Non-urgent calls putting lives at risk

AMBULANCES are for when something bad has happened in the last few minutes, and something good needs to happen in the next few minutes.

This is the message from Grafton Ambulance Station manager Timothy Bestwick, as the ambulance service in the Clarence Valley faces a dangerous trend of an increasing number of calls for non-urgent medical conditions, which are putting people's lives at risk by creating delays for paramedics to attend genuine emergencies.

As few as one in ten calls to the ambulance service is for genuine life threatening emergencies. This misuse of the ambulance service has prompted Mr Bestwick to call for people to consider whether their medical situation is serious enough to warrant a call for an ambulance.

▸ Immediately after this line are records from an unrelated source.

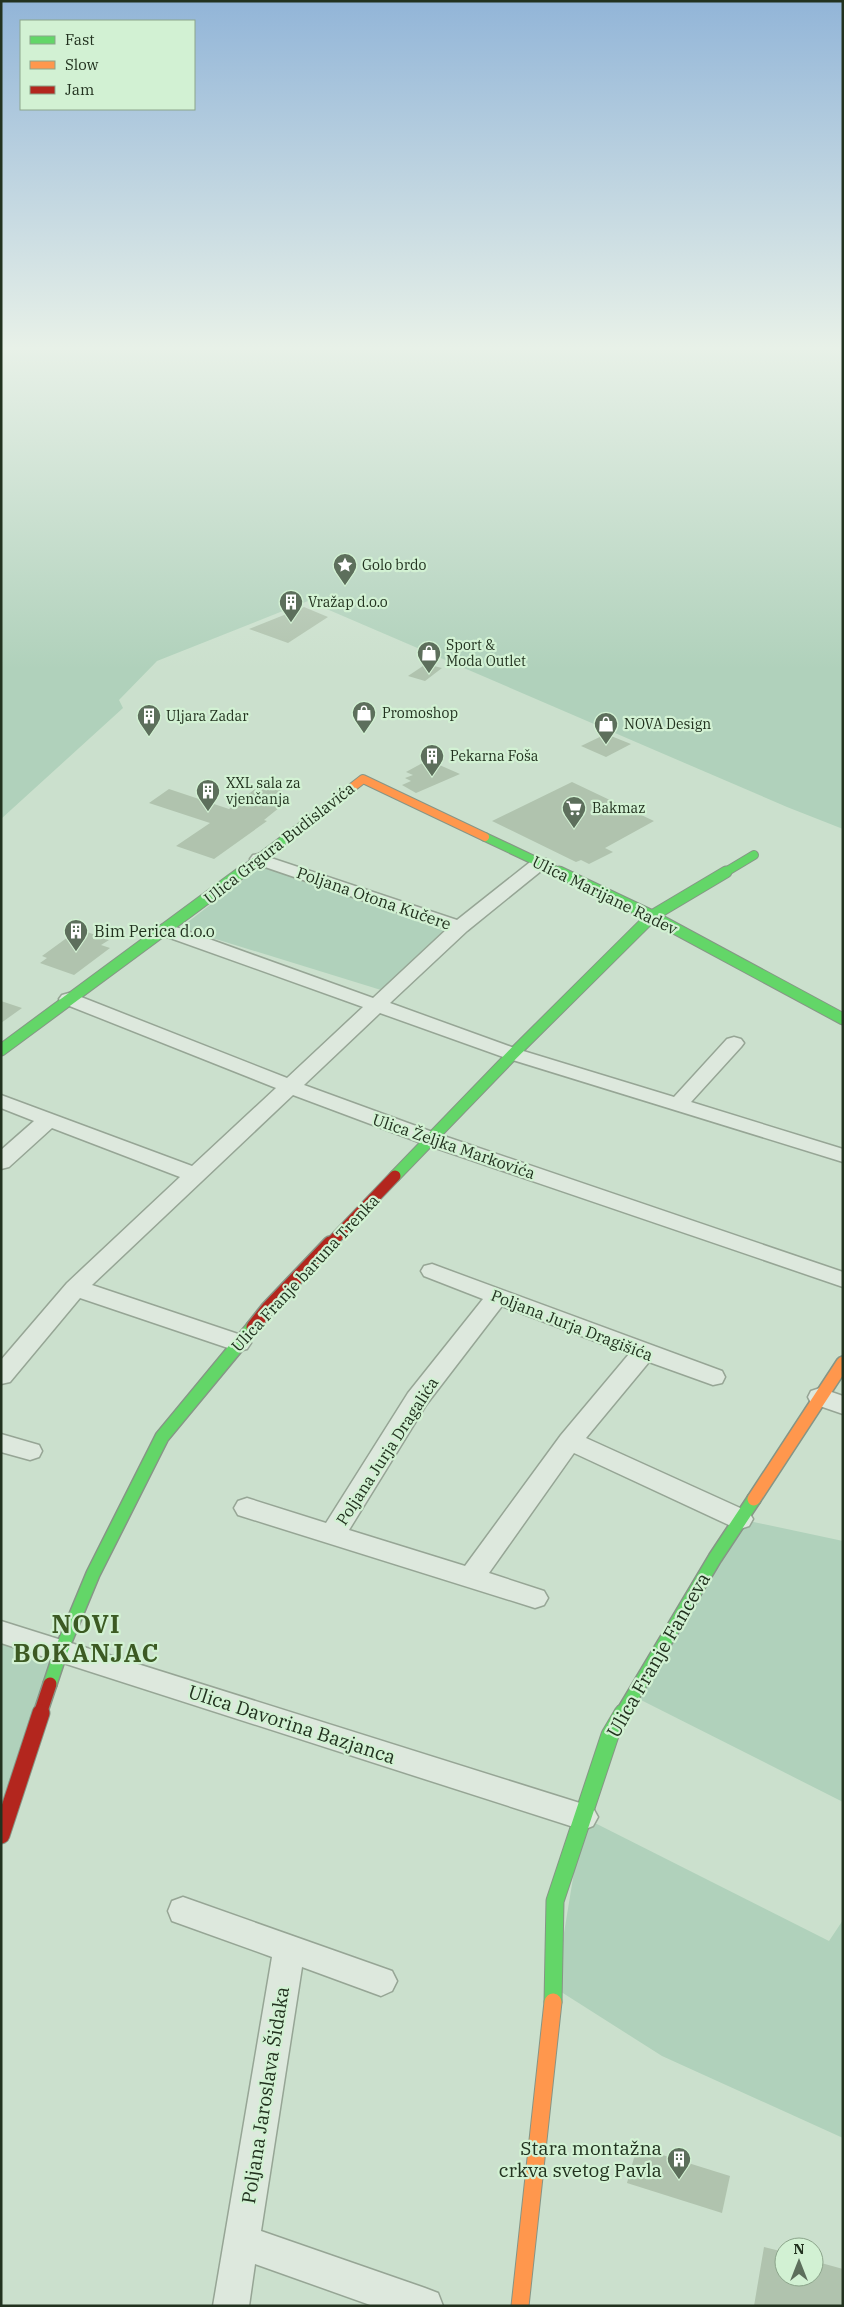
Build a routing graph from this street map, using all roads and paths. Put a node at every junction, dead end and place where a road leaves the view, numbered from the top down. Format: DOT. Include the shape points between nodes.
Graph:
graph roads {
  1 [pos="363,778"];
  2 [pos="754,855"];
  3 [pos="259,859"];
  4 [pos="540,864"];
  5 [pos="652,916"];
  6 [pos="460,927"];
  7 [pos="166,930"];
  8 [pos="69,999"];
  9 [pos="376,1006"];
  10 [pos="843,1019"];
  11 [pos="734,1043"];
  12 [pos="1,1050"];
  13 [pos="513,1054"];
  14 [pos="289,1086"];
  15 [pos="1,1101"];
  16 [pos="678,1105"];
  17 [pos="48,1120"];
  18 [pos="431,1139"];
  19 [pos="843,1156"];
  20 [pos="1,1162"];
  21 [pos="195,1175"];
  22 [pos="432,1271"];
  23 [pos="843,1280"];
  24 [pos="75,1288"];
  25 [pos="497,1297"];
  26 [pos="239,1343"];
  27 [pos="644,1352"];
  28 [pos="843,1363"];
  29 [pos="1,1376"];
  30 [pos="714,1378"];
  31 [pos="820,1397"];
  32 [pos="843,1405"];
  33 [pos="570,1441"];
  34 [pos="1,1443"];
  35 [pos="30,1451"];
  36 [pos="247,1508"];
  37 [pos="740,1519"];
  38 [pos="333,1534"];
  39 [pos="471,1578"];
  40 [pos="535,1598"];
  41 [pos="1,1632"];
  42 [pos="61,1651"];
  43 [pos="583,1817"];
  44 [pos="1,1835"];
  45 [pos="183,1911"];
  46 [pos="289,1949"];
  47 [pos="381,1981"];
  48 [pos="241,2242"];
  49 [pos="232,2306"];
  50 [pos="424,2306"];
  51 [pos="520,2306"];
  1 -- 3 [label="street, Ulica Grgura Budislavića"];
  1 -- 4 [label="street, Ulica Marijane Radev"];
  2 -- 5 [label="street, Ulica Franje baruna Trenka"];
  3 -- 6 [label="street, Poljana Otona Kučere"];
  3 -- 7 [label="street, Ulica Grgura Budislavića"];
  4 -- 5 [label="street, Ulica Marijane Radev"];
  4 -- 6 [label="street, Poljana Otona Kučere"];
  5 -- 10 [label="street, Ulica Marijane Radev"];
  5 -- 13 [label="street, Ulica Franje baruna Trenka"];
  6 -- 9 [label="street, Poljana Otona Kučere"];
  7 -- 8 [label="street, Ulica Grgura Budislavića"];
  7 -- 9 [label="street"];
  8 -- 12 [label="street, Ulica Grgura Budislavića"];
  8 -- 14 [label="street, Ulica Željka Markovića"];
  9 -- 13 [label="street"];
  9 -- 14 [label="street, Poljana Otona Kučere"];
  11 -- 16 [label="street"];
  13 -- 16 [label="street"];
  13 -- 18 [label="street, Ulica Franje baruna Trenka"];
  14 -- 18 [label="street, Ulica Željka Markovića"];
  14 -- 21 [label="street, Poljana Otona Kučere"];
  15 -- 17 [label="street"];
  16 -- 19 [label="street"];
  17 -- 20 [label="street"];
  17 -- 21 [label="street"];
  18 -- 23 [label="street, Ulica Željka Markovića"];
  18 -- 26 [label="street, Ulica Franje baruna Trenka" via="268,1308"];
  21 -- 24 [label="street, Poljana Otona Kučere"];
  22 -- 25 [label="street, Poljana Jurja Dragišića"];
  24 -- 26 [label="street"];
  24 -- 29 [label="street, Poljana Otona Kučere"];
  25 -- 27 [label="street, Poljana Jurja Dragišića"];
  25 -- 38 [label="street, Poljana Jurja Dragalića" via="417,1399"];
  26 -- 42 [label="street, Ulica Franje baruna Trenka" via="162,1438 93,1574"];
  27 -- 30 [label="street, Poljana Jurja Dragišića"];
  27 -- 33 [label="street"];
  28 -- 31 [label="street, Ulica Franje Fanceva"];
  31 -- 32 [label="street"];
  31 -- 37 [label="street, Ulica Franje Fanceva"];
  33 -- 37 [label="street"];
  33 -- 39 [label="street"];
  34 -- 35 [label="street"];
  36 -- 38 [label="street, Poljana Jurja Dragalića"];
  37 -- 43 [label="street, Ulica Franje Fanceva" via="610,1735"];
  38 -- 39 [label="street, Poljana Jurja Dragalića"];
  39 -- 40 [label="street, Poljana Jurja Dragalića"];
  41 -- 42 [label="street, Ulica Davorina Bazjanca"];
  42 -- 43 [label="street, Ulica Davorina Bazjanca"];
  42 -- 44 [label="street, Ulica Franje baruna Trenka"];
  43 -- 51 [label="street, Ulica Franje Fanceva" via="555,1901 555,1988"];
  45 -- 46 [label="street"];
  46 -- 47 [label="street"];
  46 -- 48 [label="street, Poljana Jaroslava Šidaka"];
  48 -- 49 [label="street, Poljana Jaroslava Šidaka"];
  48 -- 50 [label="street"];
}
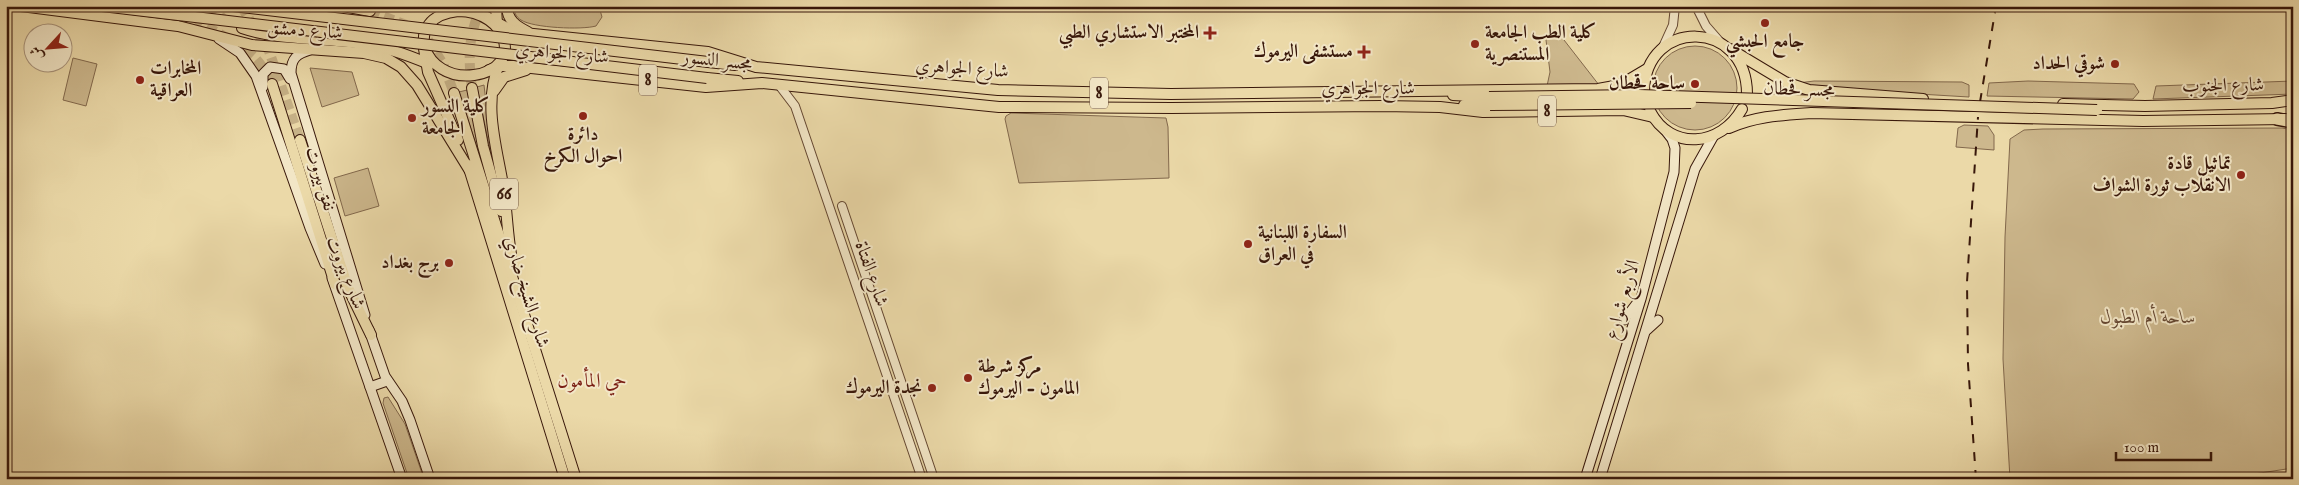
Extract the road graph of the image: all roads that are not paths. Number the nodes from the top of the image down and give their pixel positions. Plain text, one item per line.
1 (22, 6) edge
2 (102, 6) edge
3 (233, 6) edge
4 (267, 6) edge
5 (343, 6) edge
6 (496, 6) edge
7 (507, 6) edge
8 (1675, 6) edge
9 (1696, 6) edge
10 (458, 9) edge
11 (370, 11) dead end
12 (291, 14) junction
13 (438, 17) junction
14 (493, 22) junction
15 (242, 28) dead end
16 (533, 34) junction
17 (218, 38) junction
18 (1720, 42) junction
19 (423, 43) junction
20 (361, 46) junction
21 (1663, 48) junction
22 (312, 49) junction
23 (1730, 49) junction
24 (381, 51) junction
25 (402, 54) junction
26 (426, 62) junction
27 (496, 65) junction
28 (402, 67) junction
29 (756, 67) junction
30 (534, 69) junction
31 (1647, 69) junction
32 (446, 71) junction
33 (762, 83) junction
34 (272, 84) tunnel mouth
35 (779, 85) junction
36 (472, 88) tunnel mouth
37 (1644, 91) dead end
38 (436, 92) junction
39 (1442, 92) junction
40 (454, 93) tunnel mouth
41 (1747, 94) dead end
42 (297, 96) junction
43 (265, 98) junction
44 (2293, 100) edge
45 (1489, 101) junction
46 (490, 102) junction
47 (1647, 106) dead end
48 (2155, 106) junction
49 (1440, 108) junction
50 (1742, 110) dead end
51 (2096, 112) junction
52 (1653, 117) junction
53 (2293, 118) edge
54 (2277, 119) junction
55 (2156, 120) junction
56 (2293, 122) edge
57 (1729, 128) junction
58 (1665, 130) junction
59 (1713, 137) junction
60 (300, 140) tunnel mouth
61 (470, 170) junction
62 (842, 206) dead end
63 (508, 241) junction
64 (335, 284) junction
65 (516, 287) junction
66 (1641, 299) junction
67 (1624, 320) dead end
68 (1658, 320) dead end
69 (1647, 330) junction
70 (371, 335) junction
71 (387, 381) junction
72 (370, 387) junction
73 (918, 430) junction
74 (907, 434) junction
75 (570, 460) junction
76 (402, 479) edge
77 (430, 479) edge
78 (565, 479) edge
79 (576, 479) edge
80 (581, 479) edge
81 (922, 479) edge
82 (934, 479) edge
83 (1585, 479) edge
84 (1600, 479) edge

1 - 17 main road, شارع دمشق
2 - 33 main road, مجسر النسور, bridge
3 - 12 main road, مجسر النسور, bridge
4 - 12 main road, bridge
4 - 13 main road
5 - 11 main road, شارع دمشق
6 - 14 main road
7 - 16 main road
8 - 21 street
9 - 18 street
10 - 13 main road
10 - 14 main road
12 - 29 main road, مجسر النسور, bridge
13 - 19 main road
14 - 16 main road, شارع الجواهري / 8
14 - 27 main road
15 - 20 main road
16 - 29 main road, شارع الجواهري / 8
16 - 30 main road
17 - 22 main road, شارع دمشق
17 - 43 main road, شارع بيروت
18 - 21 main road
18 - 23 main road
19 - 26 main road, شارع الشيخ ضاري / 66
19 - 32 main road
20 - 22 main road, شارع دمشق
20 - 24 main road
20 - 25 main road
20 - 28 main road, شارع دمشق
21 - 31 main road
22 - 42 main road, شارع بيروت
23 - 41 main road
23 - 48 main road
24 - 25 main road
24 - 28 main road
25 - 26 main road
25 - 38 main road
26 - 32 main road
26 - 38 main road, شارع الشيخ ضاري / 66
27 - 30 main road, شارع الجواهري / 8
27 - 32 main road
27 - 46 main road, شارع الشيخ ضاري / 66
28 - 61 main road, شارع دمشق
29 - 39 main road, شارع الجواهري / 8
30 - 33 main road, شارع الجواهري / 8
30 - 46 main road
31 - 37 main road
31 - 39 main road, 8
33 - 35 main road, شارع الجواهري / 8
34 - 64 main road, نفق بيروت
35 - 49 main road, شارع الجواهري / 8
35 - 74 street, شارع الفتاة
36 - 63 main road
38 - 61 main road, شارع الشيخ ضاري / 66
39 - 45 main road, مجسر قحطان
40 - 65 main road, شارع الشيخ ضاري / 66
42 - 43 main road
42 - 70 main road, شارع بيروت
43 - 64 main road, شارع بيروت
44 - 48 main road, شارع الجنوب
45 - 49 main road, مجسر قحطان
45 - 51 main road, مجسر قحطان, bridge
46 - 63 main road, شارع الشيخ ضاري / 66
47 - 52 main road
48 - 51 main road, مجسر قحطان
49 - 52 main road, 8
50 - 57 main road
51 - 55 main road, مجسر قحطان
52 - 58 main road
53 - 54 main road, شارع الجنوب
54 - 55 main road, شارع الجنوب
54 - 56 highway
55 - 57 main road
57 - 59 main road
58 - 59 main road
58 - 66 main road, الأربع شوارع
59 - 69 main road, الأربع شوارع
60 - 70 main road, نفق بيروت
61 - 78 main road, شارع الشيخ ضاري / 66
62 - 73 street, شارع الفتاة
63 - 65 main road, شارع الشيخ ضاري / 66
64 - 72 main road, شارع بيروت
65 - 75 main road, شارع الشيخ ضاري / 66
66 - 67 main road
66 - 83 main road, الأربع شوارع
68 - 69 main road
69 - 84 main road, الأربع شوارع
70 - 71 main road, شارع بيروت
71 - 72 main road
71 - 77 main road, شارع بيروت
72 - 76 main road, شارع بيروت
73 - 74 street
73 - 82 street, شارع الفتاة
74 - 81 street, شارع الفتاة
75 - 79 main road, شارع الشيخ ضاري / 66
75 - 80 main road

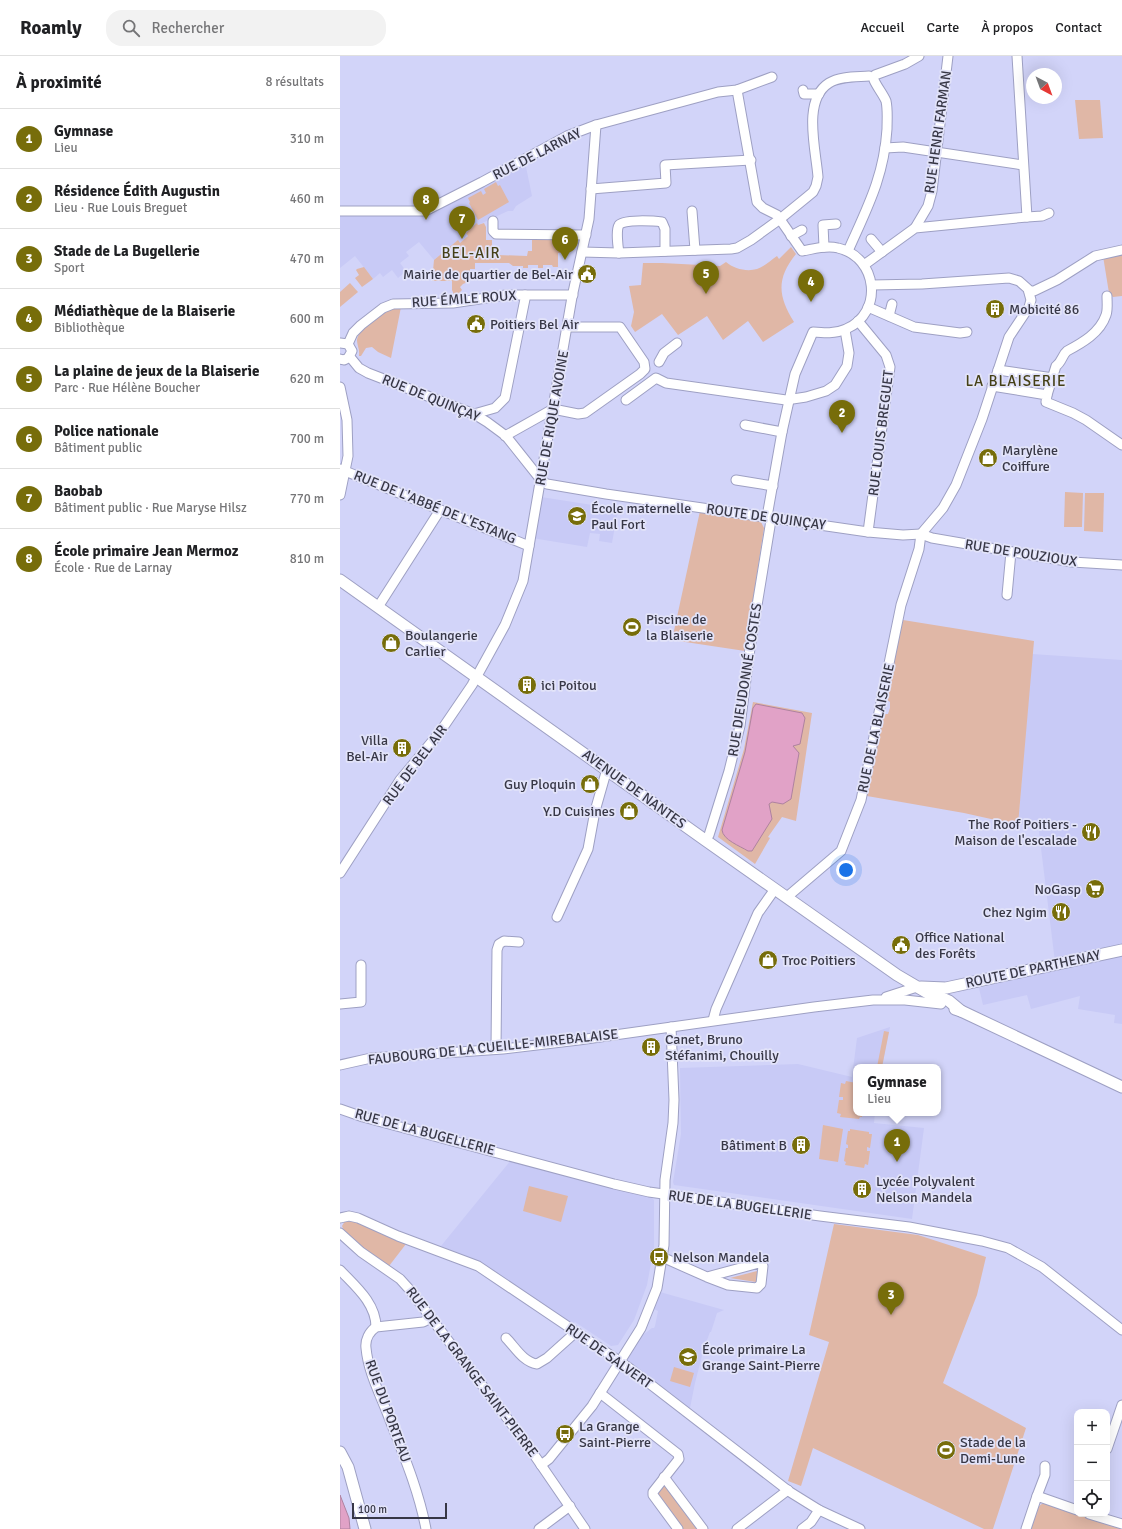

S"There's only a finite number of ambulances out there, and if they're caught up doing routine medical calls when for example a car accident happens, then we're not there to respond to life threatening problems," he said.

"Ambulances have always been for emergencies. It seems that the general public throughout NSW have slowly started moving towards using the ambulance service in non-emergency situations or for medical conditions that aren't really classed as an emergency.

"In Grafton, all the paramedics see it, it's just been creeping up and getting worse over the years."

Mr Bestwick said there have been cases where Grafton paramedics have been tied up attending call outs when a far more serious emergency has taken place.

"In those cases, we've had to get ambulances come from nearby towns like Maclean or Woolgoolga to cover that job because we've been busy," he said.

"That creates a longer delay than necessary, which is potentially life risking if paramedics can't get there in time."

Mr Bestwick said people should gauge themselves and their condition and consider if their medical problem is actually an emergency.

"There are a number of other resources people can use to get medical help," he said.

"Health Direct is a great resource to call and speak to a registered nurse to get reassurance or guidance on any particular medical condition or injury.

"There's also your local pharmacist and your GP, who are also in a position to give advice."